START Dataset records

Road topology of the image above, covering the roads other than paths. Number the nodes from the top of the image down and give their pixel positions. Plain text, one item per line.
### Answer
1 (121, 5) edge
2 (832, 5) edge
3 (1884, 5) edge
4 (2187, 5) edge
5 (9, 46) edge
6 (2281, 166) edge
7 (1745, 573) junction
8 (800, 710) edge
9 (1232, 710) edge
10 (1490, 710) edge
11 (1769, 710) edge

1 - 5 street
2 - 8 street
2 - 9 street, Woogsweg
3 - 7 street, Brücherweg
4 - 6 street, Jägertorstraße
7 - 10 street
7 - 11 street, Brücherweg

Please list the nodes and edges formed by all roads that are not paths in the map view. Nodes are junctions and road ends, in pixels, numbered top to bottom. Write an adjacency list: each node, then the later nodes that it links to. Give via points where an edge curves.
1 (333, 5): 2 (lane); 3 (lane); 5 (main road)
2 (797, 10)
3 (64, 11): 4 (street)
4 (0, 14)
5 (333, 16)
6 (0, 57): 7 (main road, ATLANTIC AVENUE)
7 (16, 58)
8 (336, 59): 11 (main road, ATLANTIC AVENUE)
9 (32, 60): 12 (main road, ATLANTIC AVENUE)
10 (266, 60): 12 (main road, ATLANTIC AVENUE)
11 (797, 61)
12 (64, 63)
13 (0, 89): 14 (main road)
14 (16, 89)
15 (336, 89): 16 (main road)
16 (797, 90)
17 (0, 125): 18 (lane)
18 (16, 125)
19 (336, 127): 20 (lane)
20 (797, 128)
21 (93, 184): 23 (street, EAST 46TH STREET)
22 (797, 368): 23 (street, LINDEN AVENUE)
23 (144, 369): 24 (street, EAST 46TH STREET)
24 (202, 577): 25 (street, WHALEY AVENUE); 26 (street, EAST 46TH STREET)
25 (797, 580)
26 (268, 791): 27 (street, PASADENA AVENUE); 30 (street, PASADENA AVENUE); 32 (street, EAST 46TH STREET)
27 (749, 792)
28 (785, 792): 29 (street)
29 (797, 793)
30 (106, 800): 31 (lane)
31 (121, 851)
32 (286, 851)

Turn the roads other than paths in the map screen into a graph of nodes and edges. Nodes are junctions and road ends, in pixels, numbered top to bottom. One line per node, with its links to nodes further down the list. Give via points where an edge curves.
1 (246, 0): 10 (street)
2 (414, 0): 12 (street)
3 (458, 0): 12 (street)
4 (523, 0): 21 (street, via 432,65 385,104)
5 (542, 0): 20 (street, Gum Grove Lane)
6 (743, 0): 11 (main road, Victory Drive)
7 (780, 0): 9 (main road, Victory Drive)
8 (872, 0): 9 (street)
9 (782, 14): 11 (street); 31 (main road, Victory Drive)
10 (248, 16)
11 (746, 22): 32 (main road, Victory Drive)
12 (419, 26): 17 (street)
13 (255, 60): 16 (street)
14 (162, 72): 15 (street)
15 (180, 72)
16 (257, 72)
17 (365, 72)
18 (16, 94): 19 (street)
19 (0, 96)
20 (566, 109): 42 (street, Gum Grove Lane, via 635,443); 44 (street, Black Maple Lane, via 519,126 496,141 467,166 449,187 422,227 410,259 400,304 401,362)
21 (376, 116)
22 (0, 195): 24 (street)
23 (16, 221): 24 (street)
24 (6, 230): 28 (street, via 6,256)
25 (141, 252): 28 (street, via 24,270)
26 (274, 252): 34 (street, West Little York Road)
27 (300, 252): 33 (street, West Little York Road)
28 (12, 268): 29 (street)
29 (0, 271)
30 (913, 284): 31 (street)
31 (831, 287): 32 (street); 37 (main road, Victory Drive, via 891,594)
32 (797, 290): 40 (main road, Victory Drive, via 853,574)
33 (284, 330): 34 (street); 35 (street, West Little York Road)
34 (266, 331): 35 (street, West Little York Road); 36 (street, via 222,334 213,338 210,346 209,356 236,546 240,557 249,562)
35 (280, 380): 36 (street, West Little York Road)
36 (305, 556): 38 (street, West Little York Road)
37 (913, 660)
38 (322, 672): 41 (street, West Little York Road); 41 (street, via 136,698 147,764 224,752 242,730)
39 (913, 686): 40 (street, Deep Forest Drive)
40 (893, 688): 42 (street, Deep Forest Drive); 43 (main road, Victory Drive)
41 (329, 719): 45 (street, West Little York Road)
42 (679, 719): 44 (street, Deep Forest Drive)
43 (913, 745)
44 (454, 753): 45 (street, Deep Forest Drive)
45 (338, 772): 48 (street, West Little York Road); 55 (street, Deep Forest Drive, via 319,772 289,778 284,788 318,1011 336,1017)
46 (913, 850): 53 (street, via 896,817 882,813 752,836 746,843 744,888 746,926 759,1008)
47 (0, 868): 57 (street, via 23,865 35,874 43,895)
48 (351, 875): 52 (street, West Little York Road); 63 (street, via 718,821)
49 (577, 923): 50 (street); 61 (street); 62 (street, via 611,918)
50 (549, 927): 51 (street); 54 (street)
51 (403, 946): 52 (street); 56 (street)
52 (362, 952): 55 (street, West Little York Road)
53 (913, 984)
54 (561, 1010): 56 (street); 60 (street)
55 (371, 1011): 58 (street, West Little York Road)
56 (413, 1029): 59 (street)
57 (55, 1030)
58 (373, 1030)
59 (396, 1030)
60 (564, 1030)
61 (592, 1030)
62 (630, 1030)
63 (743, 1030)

END Dataset records

Check each line above for the word "EAST" and copy the ones that have it.

21 (93, 184): 23 (street, EAST 46TH STREET)
23 (144, 369): 24 (street, EAST 46TH STREET)
24 (202, 577): 25 (street, WHALEY AVENUE); 26 (street, EAST 46TH STREET)
26 (268, 791): 27 (street, PASADENA AVENUE); 30 (street, PASADENA AVENUE); 32 (street, EAST 46TH STREET)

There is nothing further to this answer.